What is being asked ▸ Go through the data and copy each line where the string "PESSOA" appears.

Data extracted from a collection:
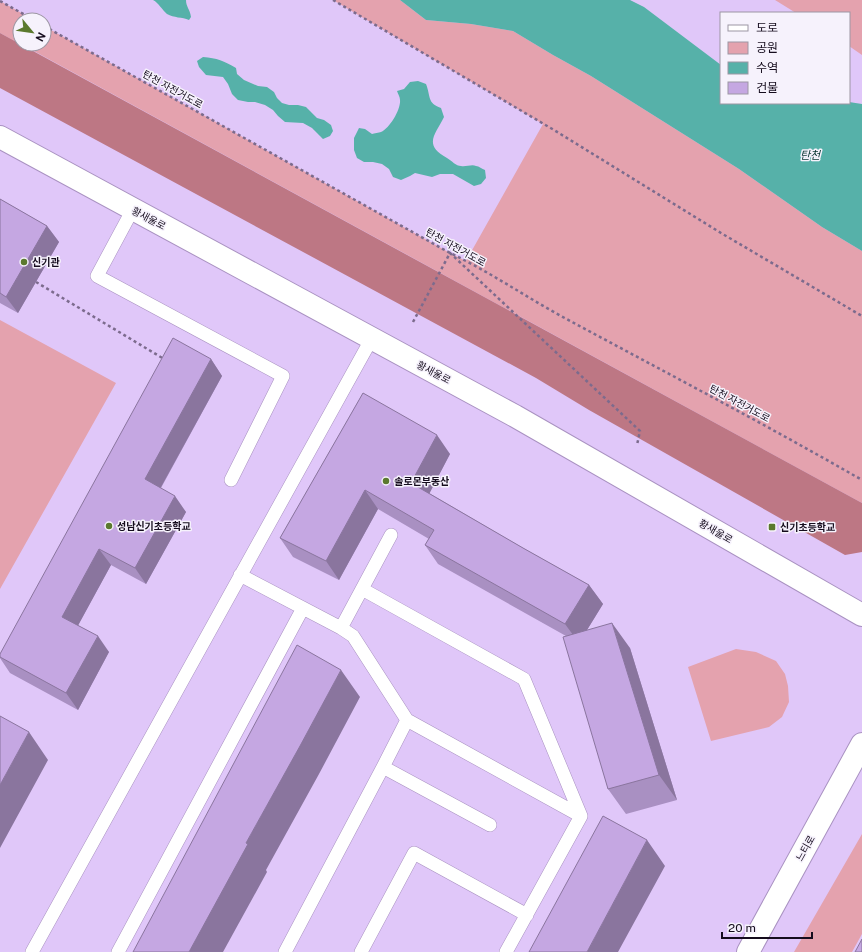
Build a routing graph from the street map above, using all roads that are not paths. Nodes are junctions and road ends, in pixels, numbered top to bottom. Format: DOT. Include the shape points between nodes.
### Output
graph roads {
  1 [pos="0,138"];
  2 [pos="133,209"];
  3 [pos="372,338"];
  4 [pos="231,480"];
  5 [pos="391,535"];
  6 [pos="240,575"];
  7 [pos="362,590"];
  8 [pos="303,608"];
  9 [pos="862,615"];
  10 [pos="341,628"];
  11 [pos="407,720"];
  12 [pos="862,744"];
  13 [pos="383,766"];
  14 [pos="581,816"];
  15 [pos="490,825"];
  16 [pos="526,915"];
  17 [pos="32,952"];
  18 [pos="118,952"];
  19 [pos="285,952"];
  20 [pos="361,952"];
  21 [pos="506,952"];
  22 [pos="748,952"];
  1 -- 2 [label="main road, 황새울로"];
  2 -- 3 [label="main road, 황새울로"];
  2 -- 4 [label="lane" via="97,276 283,376"];
  3 -- 6 [label="lane"];
  3 -- 9 [label="main road, 황새울로" via="515,416"];
  5 -- 7 [label="lane"];
  6 -- 8 [label="lane"];
  6 -- 17 [label="lane"];
  7 -- 10 [label="lane"];
  7 -- 14 [label="lane" via="524,679"];
  8 -- 10 [label="lane"];
  8 -- 18 [label="lane"];
  10 -- 11 [label="lane" via="353,636"];
  11 -- 13 [label="lane"];
  11 -- 14 [label="lane"];
  12 -- 22 [label="main road, 느티로"];
  13 -- 15 [label="lane"];
  13 -- 19 [label="lane"];
  14 -- 16 [label="lane"];
  16 -- 20 [label="lane" via="414,854"];
  16 -- 21 [label="lane"];
}
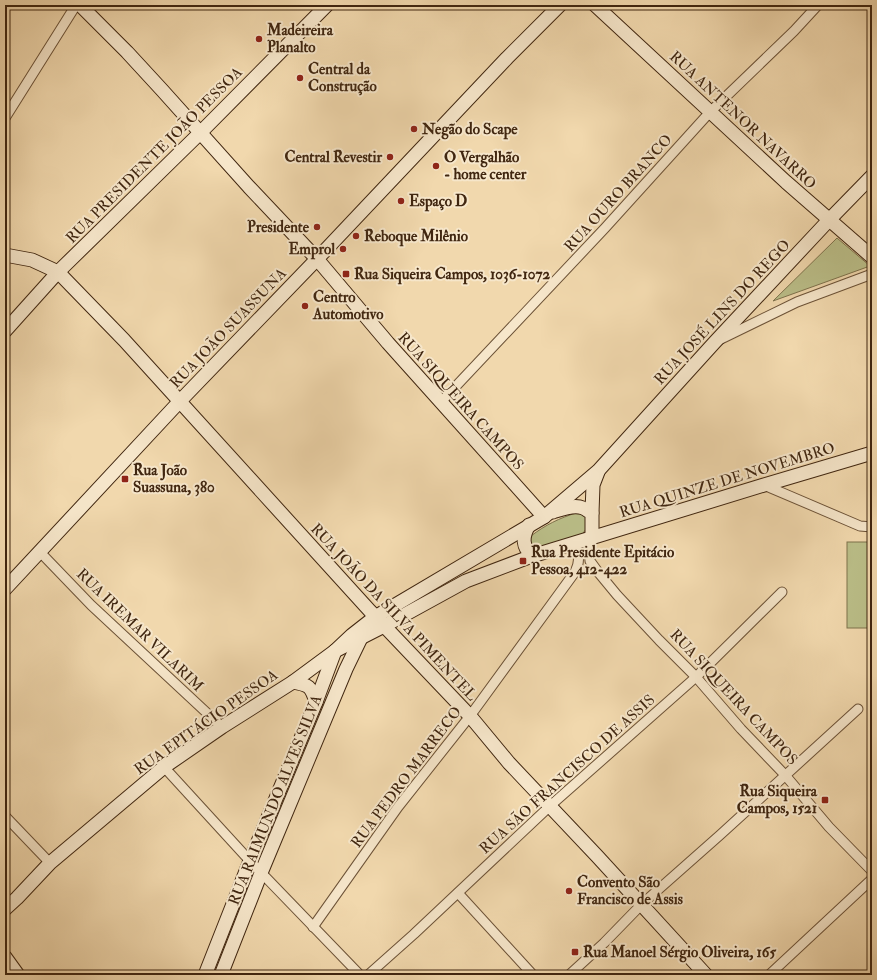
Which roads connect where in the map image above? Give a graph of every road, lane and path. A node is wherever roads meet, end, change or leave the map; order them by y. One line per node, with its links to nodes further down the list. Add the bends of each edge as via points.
1 (76, 5): 8 (street)
2 (80, 5): 9 (main road, RUA SIQUEIRA CAMPOS, via 132,57)
3 (327, 5): 9 (main road, RUA PRESIDENTE JOÃO PESSOA)
4 (560, 5): 14 (main road, RUA JOÃO SUASSUNA)
5 (596, 5): 7 (main road, RUA ANTENOR NAVARRO)
6 (818, 5): 7 (street, RUA OURO BRANCO)
7 (710, 112): 11 (main road, RUA ANTENOR NAVARRO); 20 (street, RUA OURO BRANCO)
8 (5, 118)
9 (200, 133): 14 (main road, RUA SIQUEIRA CAMPOS); 15 (main road, RUA PRESIDENTE JOÃO PESSOA)
10 (872, 176): 11 (main road, RUA JOSÉ LINS DO REGO)
11 (829, 220): 13 (main road, RUA ANTENOR NAVARRO); 18 (main road, RUA JOSÉ LINS DO REGO)
12 (5, 255): 15 (main road, via 32,260)
13 (872, 257)
14 (317, 258): 19 (main road, RUA JOÃO SUASSUNA); 20 (main road, RUA SIQUEIRA CAMPOS)
15 (58, 272): 17 (main road, RUA PRESIDENTE JOÃO PESSOA); 19 (main road, RUA JOÃO DA SILVA PIMENTEL)
16 (872, 274): 18 (street, via 797,302)
17 (5, 331)
18 (714, 343): 22 (main road, RUA JOSÉ LINS DO REGO)
19 (180, 401): 30 (main road, RUA JOÃO SUASSUNA); 34 (main road, RUA JOÃO DA SILVA PIMENTEL)
20 (441, 402): 25 (main road, RUA SIQUEIRA CAMPOS)
21 (872, 452): 23 (main road, RUA QUINZE DE NOVEMBRO)
22 (598, 471): 24 (main road, via 593,486); 25 (main road, RUA JOSÉ LINS DO REGO)
23 (764, 484): 27 (street, via 860,526); 28 (main road, RUA QUINZE DE NOVEMBRO)
24 (592, 513): 25 (main road, via 575,506); 28 (main road)
25 (546, 515): 26 (main road)
26 (529, 525): 31 (main road, via 524,540 525,547); 34 (main road)
27 (872, 527)
28 (592, 538): 29 (main road, RUA QUINZE DE NOVEMBRO); 37 (street, RUA SIQUEIRA CAMPOS, via 589,549 590,561 598,572)
29 (575, 544): 31 (main road, RUA QUINZE DE NOVEMBRO); 41 (street, RUA PEDRO MARRECO, via 579,560 575,572)
30 (40, 552): 32 (main road, RUA JOÃO SUASSUNA); 42 (street, RUA IREMAR VILARIM, via 91,605)
31 (532, 556): 34 (main road, RUA QUINZE DE NOVEMBRO, via 466,581)
32 (5, 589)
33 (782, 592): 37 (street, RUA SÃO FRANCISCO DE ASSIS)
34 (379, 622): 35 (main road, RUA EPITÁCIO PESSOA); 36 (main road, via 352,635); 41 (main road, RUA JOÃO DA SILVA PIMENTEL)
35 (361, 638): 36 (main road, RUA EPITÁCIO PESSOA); 50 (main road, RUA RAIMUNDO ALVES SILVA)
36 (335, 651): 38 (main road, RUA EPITÁCIO PESSOA); 39 (main road, RUA RAIMUNDO ALVES SILVA)
37 (696, 677): 44 (street, RUA SIQUEIRA CAMPOS); 45 (street, RUA SÃO FRANCISCO DE ASSIS)
38 (292, 682): 39 (main road, via 301,683 311,689); 42 (main road, RUA EPITÁCIO PESSOA)
39 (316, 702): 47 (main road, RUA RAIMUNDO ALVES SILVA)
40 (858, 709): 44 (street)
41 (470, 716): 45 (main road, RUA JOÃO DA SILVA PIMENTEL, via 509,763); 55 (street, RUA PEDRO MARRECO, via 398,807)
42 (222, 727): 43 (main road, RUA EPITÁCIO PESSOA)
43 (164, 766): 47 (street); 48 (main road, RUA EPITÁCIO PESSOA)
44 (785, 775): 49 (street, RUA SIQUEIRA CAMPOS, via 829,827); 53 (street)
45 (550, 806): 52 (street, RUA SÃO FRANCISCO DE ASSIS); 53 (main road, RUA JOÃO DA SILVA PIMENTEL)
46 (5, 816): 48 (street)
47 (250, 861): 50 (street); 58 (main road, RUA RAIMUNDO ALVES SILVA)
48 (50, 863): 54 (main road, RUA EPITÁCIO PESSOA)
49 (872, 871)
50 (261, 873): 55 (street); 59 (main road, RUA RAIMUNDO ALVES SILVA)
51 (872, 879): 65 (street)
52 (458, 893): 61 (street, RUA SÃO FRANCISCO DE ASSIS); 62 (street)
53 (642, 904): 63 (street); 64 (main road, RUA JOÃO DA SILVA PIMENTEL)
54 (5, 909)
55 (313, 927): 60 (street)
56 (5, 957): 57 (main road)
57 (18, 975)
58 (205, 975)
59 (221, 975)
60 (360, 975)
61 (368, 975)
62 (533, 975)
63 (569, 975)
64 (706, 975)
65 (769, 975)

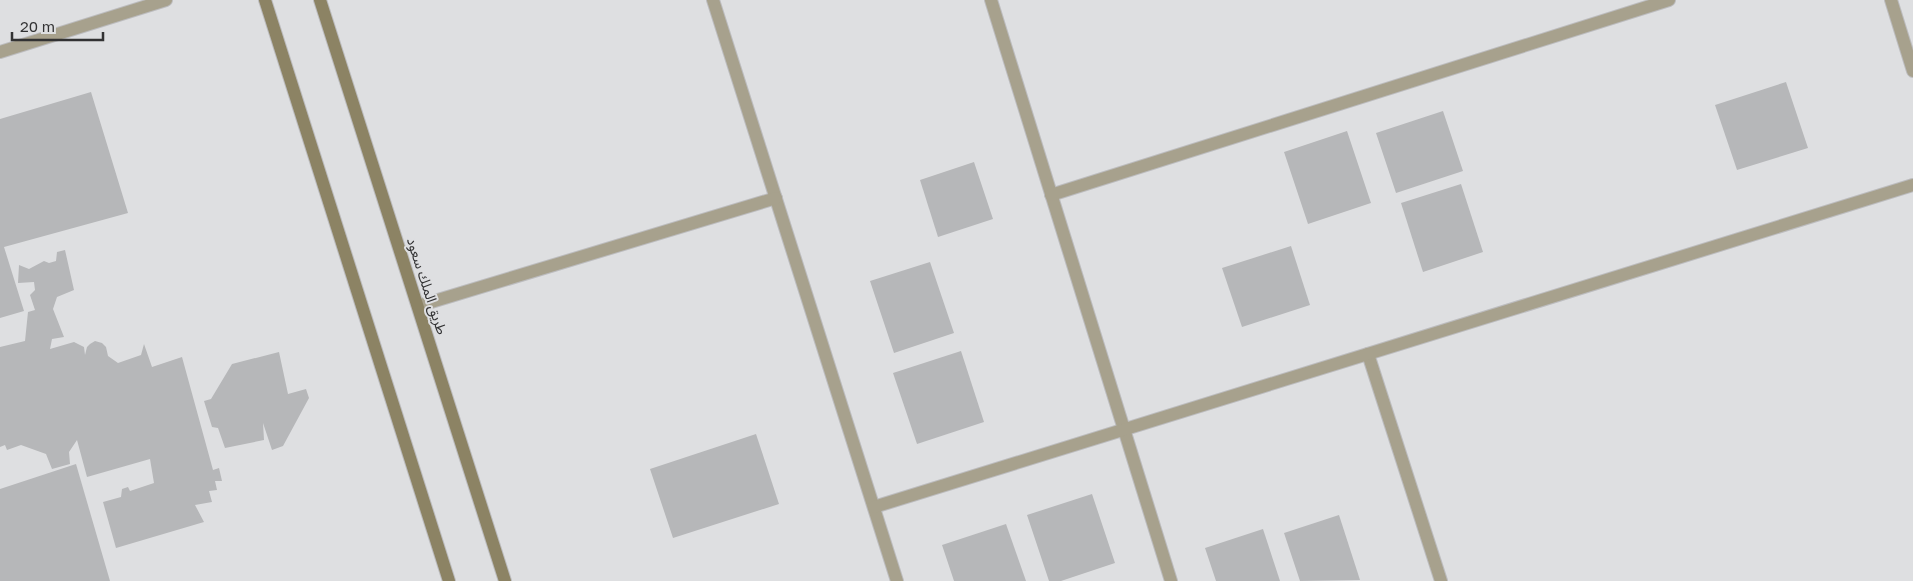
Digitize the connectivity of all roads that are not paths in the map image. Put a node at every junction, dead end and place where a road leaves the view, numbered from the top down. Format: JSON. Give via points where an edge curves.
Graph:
{"nodes":[{"id":1,"x":166,"y":0,"type":"edge"},
{"id":2,"x":265,"y":0,"type":"edge"},
{"id":3,"x":320,"y":0,"type":"edge"},
{"id":4,"x":713,"y":0,"type":"edge"},
{"id":5,"x":991,"y":0,"type":"edge"},
{"id":6,"x":1669,"y":0,"type":"edge"},
{"id":7,"x":1891,"y":0,"type":"edge"},
{"id":8,"x":0,"y":52,"type":"edge"},
{"id":9,"x":1913,"y":71,"type":"edge"},
{"id":10,"x":1913,"y":185,"type":"edge"},
{"id":11,"x":1050,"y":195,"type":"junction"},
{"id":12,"x":776,"y":198,"type":"junction"},
{"id":13,"x":418,"y":306,"type":"junction"},
{"id":14,"x":1368,"y":354,"type":"junction"},
{"id":15,"x":1123,"y":430,"type":"junction"},
{"id":16,"x":874,"y":507,"type":"junction"},
{"id":17,"x":449,"y":581,"type":"edge"},
{"id":18,"x":505,"y":581,"type":"edge"},
{"id":19,"x":897,"y":581,"type":"edge"},
{"id":20,"x":1171,"y":581,"type":"edge"},
{"id":21,"x":1441,"y":581,"type":"edge"}],
"edges":[{"from":1,"to":8,"type":"street"},
{"from":2,"to":17,"type":"street"},
{"from":3,"to":13,"type":"street","name":"طريق الملك سعود"},
{"from":4,"to":12,"type":"street"},
{"from":5,"to":11,"type":"street"},
{"from":6,"to":11,"type":"street"},
{"from":7,"to":9,"type":"street"},
{"from":10,"to":14,"type":"street"},
{"from":11,"to":15,"type":"street"},
{"from":12,"to":13,"type":"street"},
{"from":12,"to":16,"type":"street"},
{"from":13,"to":18,"type":"street","name":"طريق الملك سعود"},
{"from":14,"to":15,"type":"street"},
{"from":14,"to":21,"type":"street"},
{"from":15,"to":16,"type":"street"},
{"from":15,"to":20,"type":"street"},
{"from":16,"to":19,"type":"street"}]}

Solution to this exercise ▸
3 (327, 5): 9 (main road, RUA PRESIDENTE JOÃO PESSOA)
9 (200, 133): 14 (main road, RUA SIQUEIRA CAMPOS); 15 (main road, RUA PRESIDENTE JOÃO PESSOA)
15 (58, 272): 17 (main road, RUA PRESIDENTE JOÃO PESSOA); 19 (main road, RUA JOÃO DA SILVA PIMENTEL)
34 (379, 622): 35 (main road, RUA EPITÁCIO PESSOA); 36 (main road, via 352,635); 41 (main road, RUA JOÃO DA SILVA PIMENTEL)
35 (361, 638): 36 (main road, RUA EPITÁCIO PESSOA); 50 (main road, RUA RAIMUNDO ALVES SILVA)
36 (335, 651): 38 (main road, RUA EPITÁCIO PESSOA); 39 (main road, RUA RAIMUNDO ALVES SILVA)
38 (292, 682): 39 (main road, via 301,683 311,689); 42 (main road, RUA EPITÁCIO PESSOA)
42 (222, 727): 43 (main road, RUA EPITÁCIO PESSOA)
43 (164, 766): 47 (street); 48 (main road, RUA EPITÁCIO PESSOA)
48 (50, 863): 54 (main road, RUA EPITÁCIO PESSOA)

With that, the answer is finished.